Safe Random Access Collection Element

wendyliga · May 15, 2020, 9:03am

Hi, This is my first Pitch, please take easy on me

On swift, to access Array Element, we use index

let array = ["Hello", "World"]
print(array[0]) // Hello

but turns out if you accessing out of bounds index, you will get "Fatal error: Index out of range."

let array = ["Hello", "World"]
print(array[2]) // Fatal error: Index out of range

So to fix this issue there are just 2 solutions of it:

Index you got from Array Indicies

zip(array.indicies, array).forEach { index, value in
   ...
}

You make sure that Array contains index you want to access

if array.indices.contains(2) {
   print(array[2])
}

but this then create lots of boilerplate code, and not to mention the first solution is not practical if you want to access random index in the array.

so I purpose to add new subscript on Collection (Array and Set), that will look like this

** Update thanks to @lukasa

extension Collection where Indices.Iterator.Element == Index {
   subscript(safe index: Index) -> Iterator.Element?
}

let array = ["Hello", "World"]
print(array[safe: 0]) // Hello
print(array[safe: 2]) // nil

This way, you can easily access array elements, and if the index is out of bounds, instead of getting the fatal error, you just get nil instead. This new subscript will have a nice separation with current default subscript.

lukasa · May 15, 2020, 9:25am

This is a good idea! Because you haven't written down the signature of the function you propose, it's a bit difficult to know exactly what you want here. I can conceive of two signatures:

extension RandomAccessCollection {
    subscript(safe: Index) -> Optional<Element>

    subscript(safe: Int) -> Optional<Element>
}

These are slightly different in semantics. The first is a straightforward wrapper around the basic Index operation that performs a bounds-check before accessing the element. The second is a more complex beast that moves forward into offset-based indexing.

I think we should restrict this discussion to the former. The latter is part of a wider discussion around SE-0256 (see [Returned for revision] SE-0265: Offset-Based Access to Indices, Elements, and Slices for more).

The former is an extremely straightforward method. It's simple, does not currently exist, and simplifies some reasonably common code for accessing collections at arbitrary indices. If it were not for the fact that it operates on Index I'd say it's a slam-dunk.

However, it's slightly less useful than it seems on most collections though. There are very few collections that behave like Array, where they are both a) Index == Int and b) startIndex == 0: that is, where they are indexed by an integer type and zero-indexed. The Swift Standard Library contains only one such Collection: Array itself. Other major Swift libraries often also don't contain such Collections: SwiftNIO doesn't either, for example.
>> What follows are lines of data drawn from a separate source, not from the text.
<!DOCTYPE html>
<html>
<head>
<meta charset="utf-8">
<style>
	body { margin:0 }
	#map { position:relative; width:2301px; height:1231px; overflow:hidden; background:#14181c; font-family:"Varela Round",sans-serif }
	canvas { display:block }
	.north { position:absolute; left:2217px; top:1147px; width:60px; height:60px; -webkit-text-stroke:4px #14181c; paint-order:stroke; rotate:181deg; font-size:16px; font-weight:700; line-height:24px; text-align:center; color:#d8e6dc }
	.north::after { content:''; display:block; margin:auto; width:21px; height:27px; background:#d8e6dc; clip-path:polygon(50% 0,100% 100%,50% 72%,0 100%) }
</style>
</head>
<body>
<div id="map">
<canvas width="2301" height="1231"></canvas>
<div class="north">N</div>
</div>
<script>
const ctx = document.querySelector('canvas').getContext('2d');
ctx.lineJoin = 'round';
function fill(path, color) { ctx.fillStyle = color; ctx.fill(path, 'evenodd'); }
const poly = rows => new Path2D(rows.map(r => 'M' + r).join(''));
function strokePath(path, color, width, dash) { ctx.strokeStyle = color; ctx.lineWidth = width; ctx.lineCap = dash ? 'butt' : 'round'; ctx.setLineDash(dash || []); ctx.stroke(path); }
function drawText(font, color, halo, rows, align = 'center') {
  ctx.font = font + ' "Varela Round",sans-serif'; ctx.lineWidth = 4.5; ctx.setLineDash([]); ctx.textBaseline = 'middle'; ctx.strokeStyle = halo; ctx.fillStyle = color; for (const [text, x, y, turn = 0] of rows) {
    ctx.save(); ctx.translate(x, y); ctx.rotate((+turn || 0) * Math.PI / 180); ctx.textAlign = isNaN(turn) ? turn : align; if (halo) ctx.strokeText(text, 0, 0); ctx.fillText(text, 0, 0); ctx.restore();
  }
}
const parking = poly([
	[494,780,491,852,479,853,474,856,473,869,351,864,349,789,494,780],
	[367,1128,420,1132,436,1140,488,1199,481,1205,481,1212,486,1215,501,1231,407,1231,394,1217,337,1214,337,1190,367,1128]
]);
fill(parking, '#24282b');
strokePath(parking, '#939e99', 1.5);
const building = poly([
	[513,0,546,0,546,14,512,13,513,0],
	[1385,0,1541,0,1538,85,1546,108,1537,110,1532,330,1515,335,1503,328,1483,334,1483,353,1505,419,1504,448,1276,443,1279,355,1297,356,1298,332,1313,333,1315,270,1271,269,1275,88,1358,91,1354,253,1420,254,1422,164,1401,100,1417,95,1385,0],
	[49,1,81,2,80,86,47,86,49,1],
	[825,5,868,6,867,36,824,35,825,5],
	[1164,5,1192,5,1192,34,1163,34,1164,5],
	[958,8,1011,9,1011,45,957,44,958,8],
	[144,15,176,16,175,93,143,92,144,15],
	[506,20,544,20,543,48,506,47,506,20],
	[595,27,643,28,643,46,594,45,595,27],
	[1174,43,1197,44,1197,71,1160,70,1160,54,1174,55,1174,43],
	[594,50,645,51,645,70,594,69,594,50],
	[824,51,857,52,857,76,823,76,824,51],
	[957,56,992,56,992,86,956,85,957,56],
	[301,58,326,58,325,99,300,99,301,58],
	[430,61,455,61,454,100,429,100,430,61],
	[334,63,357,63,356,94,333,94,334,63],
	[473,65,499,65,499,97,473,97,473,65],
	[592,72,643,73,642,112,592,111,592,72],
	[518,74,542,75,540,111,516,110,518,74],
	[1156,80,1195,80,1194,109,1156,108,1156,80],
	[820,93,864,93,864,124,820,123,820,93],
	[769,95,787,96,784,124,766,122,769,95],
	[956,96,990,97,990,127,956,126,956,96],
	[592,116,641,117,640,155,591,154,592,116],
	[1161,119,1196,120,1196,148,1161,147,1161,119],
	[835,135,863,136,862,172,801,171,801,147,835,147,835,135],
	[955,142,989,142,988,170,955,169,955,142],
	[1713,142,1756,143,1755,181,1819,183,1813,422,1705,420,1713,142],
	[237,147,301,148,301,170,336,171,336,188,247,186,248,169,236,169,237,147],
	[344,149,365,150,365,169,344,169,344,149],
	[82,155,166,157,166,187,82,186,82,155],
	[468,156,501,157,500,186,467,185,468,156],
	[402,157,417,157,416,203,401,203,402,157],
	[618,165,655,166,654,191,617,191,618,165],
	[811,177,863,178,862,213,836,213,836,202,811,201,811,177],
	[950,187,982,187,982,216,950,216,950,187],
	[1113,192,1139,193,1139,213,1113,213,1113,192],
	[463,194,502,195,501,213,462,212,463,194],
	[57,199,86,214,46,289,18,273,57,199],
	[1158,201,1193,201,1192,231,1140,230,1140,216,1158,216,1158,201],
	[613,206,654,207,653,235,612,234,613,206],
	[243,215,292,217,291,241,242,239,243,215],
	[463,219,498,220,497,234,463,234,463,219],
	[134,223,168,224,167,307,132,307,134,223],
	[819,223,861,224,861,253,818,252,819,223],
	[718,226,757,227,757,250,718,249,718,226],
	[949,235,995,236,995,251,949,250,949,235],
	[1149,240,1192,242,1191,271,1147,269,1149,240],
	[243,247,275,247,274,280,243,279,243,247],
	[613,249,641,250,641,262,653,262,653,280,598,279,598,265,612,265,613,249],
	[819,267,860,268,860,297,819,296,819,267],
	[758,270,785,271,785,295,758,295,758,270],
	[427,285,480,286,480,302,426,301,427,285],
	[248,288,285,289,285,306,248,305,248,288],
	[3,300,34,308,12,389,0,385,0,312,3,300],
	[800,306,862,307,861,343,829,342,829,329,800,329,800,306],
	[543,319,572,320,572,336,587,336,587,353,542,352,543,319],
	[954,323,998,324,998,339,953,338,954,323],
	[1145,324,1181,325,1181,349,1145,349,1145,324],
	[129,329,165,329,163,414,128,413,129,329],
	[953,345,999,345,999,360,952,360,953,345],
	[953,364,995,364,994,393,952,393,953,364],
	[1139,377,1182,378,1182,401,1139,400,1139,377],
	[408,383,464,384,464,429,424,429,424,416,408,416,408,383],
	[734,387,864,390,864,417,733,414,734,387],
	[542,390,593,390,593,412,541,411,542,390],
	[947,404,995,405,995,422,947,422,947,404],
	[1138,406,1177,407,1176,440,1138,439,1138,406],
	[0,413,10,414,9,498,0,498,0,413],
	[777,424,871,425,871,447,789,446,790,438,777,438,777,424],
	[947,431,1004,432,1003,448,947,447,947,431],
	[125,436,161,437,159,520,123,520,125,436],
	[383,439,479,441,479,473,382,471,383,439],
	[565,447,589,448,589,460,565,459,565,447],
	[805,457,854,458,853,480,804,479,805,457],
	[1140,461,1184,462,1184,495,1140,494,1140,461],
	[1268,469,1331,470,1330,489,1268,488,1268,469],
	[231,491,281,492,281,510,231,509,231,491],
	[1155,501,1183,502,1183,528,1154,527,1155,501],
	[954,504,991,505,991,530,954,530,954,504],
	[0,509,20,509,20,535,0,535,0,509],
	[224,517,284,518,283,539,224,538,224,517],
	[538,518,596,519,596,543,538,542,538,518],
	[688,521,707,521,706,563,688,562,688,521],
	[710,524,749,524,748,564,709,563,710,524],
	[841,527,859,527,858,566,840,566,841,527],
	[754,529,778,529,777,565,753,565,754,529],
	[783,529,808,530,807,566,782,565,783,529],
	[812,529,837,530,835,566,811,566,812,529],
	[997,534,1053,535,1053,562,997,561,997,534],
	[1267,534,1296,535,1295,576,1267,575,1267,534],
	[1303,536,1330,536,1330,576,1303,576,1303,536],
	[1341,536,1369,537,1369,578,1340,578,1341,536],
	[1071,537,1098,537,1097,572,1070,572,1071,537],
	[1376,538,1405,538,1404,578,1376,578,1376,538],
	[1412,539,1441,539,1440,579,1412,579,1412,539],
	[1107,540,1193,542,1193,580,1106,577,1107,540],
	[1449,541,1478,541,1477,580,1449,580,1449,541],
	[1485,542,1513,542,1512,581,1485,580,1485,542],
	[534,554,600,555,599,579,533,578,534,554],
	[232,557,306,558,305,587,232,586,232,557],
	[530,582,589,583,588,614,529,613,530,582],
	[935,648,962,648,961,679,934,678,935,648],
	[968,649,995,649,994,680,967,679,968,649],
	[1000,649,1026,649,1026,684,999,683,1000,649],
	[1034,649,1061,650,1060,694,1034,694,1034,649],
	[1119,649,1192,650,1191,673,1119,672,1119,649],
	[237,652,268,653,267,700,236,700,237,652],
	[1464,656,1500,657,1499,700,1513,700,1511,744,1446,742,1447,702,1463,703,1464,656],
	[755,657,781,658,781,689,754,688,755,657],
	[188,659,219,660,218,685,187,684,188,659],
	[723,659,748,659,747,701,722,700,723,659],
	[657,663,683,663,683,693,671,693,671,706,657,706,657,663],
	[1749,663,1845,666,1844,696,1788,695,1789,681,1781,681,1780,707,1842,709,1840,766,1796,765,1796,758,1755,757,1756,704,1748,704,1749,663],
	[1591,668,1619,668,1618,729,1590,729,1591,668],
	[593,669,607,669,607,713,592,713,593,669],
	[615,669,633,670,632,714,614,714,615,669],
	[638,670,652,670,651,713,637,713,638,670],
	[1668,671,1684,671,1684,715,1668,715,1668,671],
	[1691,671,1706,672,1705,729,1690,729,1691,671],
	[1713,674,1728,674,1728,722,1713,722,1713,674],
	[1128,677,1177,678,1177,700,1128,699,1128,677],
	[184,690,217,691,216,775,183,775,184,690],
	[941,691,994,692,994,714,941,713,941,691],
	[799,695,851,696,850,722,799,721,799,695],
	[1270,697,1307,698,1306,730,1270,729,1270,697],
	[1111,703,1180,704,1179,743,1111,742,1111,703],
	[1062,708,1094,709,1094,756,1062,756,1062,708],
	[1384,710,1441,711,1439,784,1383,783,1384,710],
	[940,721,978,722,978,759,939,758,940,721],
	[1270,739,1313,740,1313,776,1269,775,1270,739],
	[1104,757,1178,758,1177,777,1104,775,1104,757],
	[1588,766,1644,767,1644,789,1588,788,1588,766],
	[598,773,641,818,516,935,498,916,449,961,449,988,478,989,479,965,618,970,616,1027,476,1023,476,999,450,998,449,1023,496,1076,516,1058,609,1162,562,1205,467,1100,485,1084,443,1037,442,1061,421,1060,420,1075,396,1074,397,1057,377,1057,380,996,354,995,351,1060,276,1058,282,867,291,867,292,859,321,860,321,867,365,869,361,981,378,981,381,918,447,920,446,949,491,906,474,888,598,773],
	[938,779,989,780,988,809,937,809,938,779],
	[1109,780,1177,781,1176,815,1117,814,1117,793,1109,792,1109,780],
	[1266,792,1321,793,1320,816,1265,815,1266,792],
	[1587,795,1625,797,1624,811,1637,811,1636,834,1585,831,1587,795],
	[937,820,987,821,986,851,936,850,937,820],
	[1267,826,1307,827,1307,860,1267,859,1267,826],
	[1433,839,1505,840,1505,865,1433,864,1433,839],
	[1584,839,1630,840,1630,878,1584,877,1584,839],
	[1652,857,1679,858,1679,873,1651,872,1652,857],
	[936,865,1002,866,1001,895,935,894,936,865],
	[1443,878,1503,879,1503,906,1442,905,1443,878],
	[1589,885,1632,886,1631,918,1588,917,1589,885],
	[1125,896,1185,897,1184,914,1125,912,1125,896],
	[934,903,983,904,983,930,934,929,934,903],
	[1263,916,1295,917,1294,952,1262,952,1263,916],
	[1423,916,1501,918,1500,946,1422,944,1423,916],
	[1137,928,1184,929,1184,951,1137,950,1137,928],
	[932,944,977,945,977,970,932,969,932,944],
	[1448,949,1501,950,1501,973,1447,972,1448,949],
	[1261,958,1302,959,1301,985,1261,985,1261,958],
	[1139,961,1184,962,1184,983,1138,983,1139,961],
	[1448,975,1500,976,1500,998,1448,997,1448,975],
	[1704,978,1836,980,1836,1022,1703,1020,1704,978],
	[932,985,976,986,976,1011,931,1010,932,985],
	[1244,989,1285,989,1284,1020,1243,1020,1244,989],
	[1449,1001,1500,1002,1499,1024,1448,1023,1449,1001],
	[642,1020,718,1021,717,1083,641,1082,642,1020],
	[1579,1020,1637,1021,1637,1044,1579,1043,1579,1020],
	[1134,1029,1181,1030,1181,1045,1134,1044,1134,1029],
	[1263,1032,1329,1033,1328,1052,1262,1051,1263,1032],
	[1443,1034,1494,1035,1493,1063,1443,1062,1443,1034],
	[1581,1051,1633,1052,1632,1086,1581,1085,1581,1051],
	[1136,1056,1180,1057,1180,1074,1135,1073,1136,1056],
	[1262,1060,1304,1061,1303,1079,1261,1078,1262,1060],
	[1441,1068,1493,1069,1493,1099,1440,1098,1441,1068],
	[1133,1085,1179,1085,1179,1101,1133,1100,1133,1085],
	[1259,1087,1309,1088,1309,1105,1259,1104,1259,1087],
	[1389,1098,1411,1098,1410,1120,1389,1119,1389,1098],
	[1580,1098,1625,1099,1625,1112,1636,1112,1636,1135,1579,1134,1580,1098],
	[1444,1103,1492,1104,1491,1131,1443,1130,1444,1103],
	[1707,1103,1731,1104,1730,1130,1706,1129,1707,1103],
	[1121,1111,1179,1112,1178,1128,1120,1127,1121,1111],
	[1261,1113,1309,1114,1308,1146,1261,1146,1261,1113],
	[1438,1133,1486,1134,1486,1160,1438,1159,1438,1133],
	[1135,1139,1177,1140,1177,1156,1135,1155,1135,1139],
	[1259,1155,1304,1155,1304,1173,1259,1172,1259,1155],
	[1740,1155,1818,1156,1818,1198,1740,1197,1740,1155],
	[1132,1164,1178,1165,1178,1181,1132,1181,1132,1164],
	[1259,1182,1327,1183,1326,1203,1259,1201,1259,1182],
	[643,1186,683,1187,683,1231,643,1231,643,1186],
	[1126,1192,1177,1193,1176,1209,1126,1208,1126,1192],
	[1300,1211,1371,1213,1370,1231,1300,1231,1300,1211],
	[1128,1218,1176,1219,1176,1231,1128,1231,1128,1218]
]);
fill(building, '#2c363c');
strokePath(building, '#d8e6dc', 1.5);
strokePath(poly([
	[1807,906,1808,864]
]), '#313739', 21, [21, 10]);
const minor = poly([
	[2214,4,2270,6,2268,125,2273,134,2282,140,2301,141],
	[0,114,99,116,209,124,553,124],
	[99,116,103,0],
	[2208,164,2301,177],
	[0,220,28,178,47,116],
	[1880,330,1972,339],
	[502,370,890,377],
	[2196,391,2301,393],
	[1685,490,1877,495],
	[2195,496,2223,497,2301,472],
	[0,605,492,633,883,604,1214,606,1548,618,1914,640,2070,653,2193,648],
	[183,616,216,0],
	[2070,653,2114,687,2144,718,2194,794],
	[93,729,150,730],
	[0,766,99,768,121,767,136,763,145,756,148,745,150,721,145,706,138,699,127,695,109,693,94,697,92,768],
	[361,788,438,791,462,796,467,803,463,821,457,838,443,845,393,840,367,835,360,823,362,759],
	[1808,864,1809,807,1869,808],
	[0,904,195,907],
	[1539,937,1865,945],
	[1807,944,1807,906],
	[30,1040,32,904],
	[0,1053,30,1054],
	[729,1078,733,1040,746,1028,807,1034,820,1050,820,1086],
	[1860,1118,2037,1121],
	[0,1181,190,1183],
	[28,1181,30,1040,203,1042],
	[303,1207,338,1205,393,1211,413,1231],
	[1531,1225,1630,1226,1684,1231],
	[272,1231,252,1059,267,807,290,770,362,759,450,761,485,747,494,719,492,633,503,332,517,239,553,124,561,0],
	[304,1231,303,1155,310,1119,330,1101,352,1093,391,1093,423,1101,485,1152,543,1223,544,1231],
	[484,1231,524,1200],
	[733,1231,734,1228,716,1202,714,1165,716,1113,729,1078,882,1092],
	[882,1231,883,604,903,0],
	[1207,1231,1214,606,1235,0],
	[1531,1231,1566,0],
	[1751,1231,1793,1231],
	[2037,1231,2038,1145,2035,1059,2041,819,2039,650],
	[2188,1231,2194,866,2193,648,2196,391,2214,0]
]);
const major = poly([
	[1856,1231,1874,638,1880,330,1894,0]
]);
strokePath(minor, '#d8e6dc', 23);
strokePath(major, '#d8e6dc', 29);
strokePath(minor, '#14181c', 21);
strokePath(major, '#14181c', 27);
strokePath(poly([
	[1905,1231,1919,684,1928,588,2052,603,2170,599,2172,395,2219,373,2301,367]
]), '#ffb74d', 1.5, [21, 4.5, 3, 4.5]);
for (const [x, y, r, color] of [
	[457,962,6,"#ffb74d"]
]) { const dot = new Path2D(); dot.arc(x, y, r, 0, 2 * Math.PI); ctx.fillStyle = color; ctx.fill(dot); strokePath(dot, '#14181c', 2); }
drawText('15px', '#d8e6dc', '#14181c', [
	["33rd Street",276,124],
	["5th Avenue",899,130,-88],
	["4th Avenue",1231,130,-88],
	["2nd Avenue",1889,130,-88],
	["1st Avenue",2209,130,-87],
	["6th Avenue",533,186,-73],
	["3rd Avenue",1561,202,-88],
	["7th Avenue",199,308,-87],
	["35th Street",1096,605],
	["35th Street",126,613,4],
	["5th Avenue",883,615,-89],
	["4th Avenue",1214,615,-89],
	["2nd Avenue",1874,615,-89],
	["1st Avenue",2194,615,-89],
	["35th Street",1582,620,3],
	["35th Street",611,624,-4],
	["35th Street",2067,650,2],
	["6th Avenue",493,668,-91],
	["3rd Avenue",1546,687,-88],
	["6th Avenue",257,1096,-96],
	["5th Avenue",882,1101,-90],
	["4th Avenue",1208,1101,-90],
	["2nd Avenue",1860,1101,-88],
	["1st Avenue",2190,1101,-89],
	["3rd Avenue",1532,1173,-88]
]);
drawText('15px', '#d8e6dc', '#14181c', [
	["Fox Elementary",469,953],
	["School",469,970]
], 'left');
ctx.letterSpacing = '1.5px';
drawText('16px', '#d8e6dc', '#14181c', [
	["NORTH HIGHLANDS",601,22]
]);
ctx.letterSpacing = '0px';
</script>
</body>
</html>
For collections that have either got non-integer indices or whose startIndex may not be 0, it is much less common to directly index them with an Index that may not be in the Collection. Usually you need to actually create an Index, and most of the ways of doing so guarantee that the Index is valid for the collection. For example, things like firstIndex(of:) and firstIndex(where:) will only return valid indices for the Collection.

More or less the only thing I can think of that would do this is calling index(after:), which may produce endIndex, which cannot safely subscript the Collection. In this case there's some mild utility, but if you were doing that you're almost always doing so in a loop. Not always (indeed, I just recently reviewed some code that did exactly this outside a loop, and where we saw runtime crashes), so there's definitely some utility still there, but I don't think it's terribly common.

All-in-all, I remain kinda neutral on this proposal. I don't think it detracts from the language, but I don't think it adds huge value for most Collections aside from Array. That raises the question of whether we should either a) just define this for Array, or b) try to get SE-0256 moving forward again instead. I don't have a strong view either way, but I think those are the other options on the table here.

wendyliga · May 15, 2020, 9:49am

I don't realize how big Swift Collection is, on my mind, I think Collection is the protocol used only for Dictionary, Set, and Array. that prove me wrong

So from your perspective, I guess what I mean is really Collection where use Index as Indicies. for this will be Array and Set.

lukasa · May 15, 2020, 9:51am

All Collections meet the constraint that Idices.Element == Index. Not all Collections meet the constraint that Index can be constructed without reference to the Collection itself.

Even Set doesn't meet your requirement. In Swift, Set.Index is an opaque type.

lukasa · May 15, 2020, 9:55am

To be clear what I mean here, I mean this:

  1> let s = Set([1, 2, 3, 4])
  2> type(of: s.startIndex)
$R1: Set<Int>.Index.Type = Set<Int>.Index
  3> type(of: s.first)
$R2: Int?.Type = Int?

Note that the type of startIndex is not Int, but Set<Int>.Index. These types are not the same.

ktoso · May 15, 2020, 9:58am

Just to throw it out there... another way to look at the issue is that such seemingly simple to make mistakes have such fatal (pun intended) consequences.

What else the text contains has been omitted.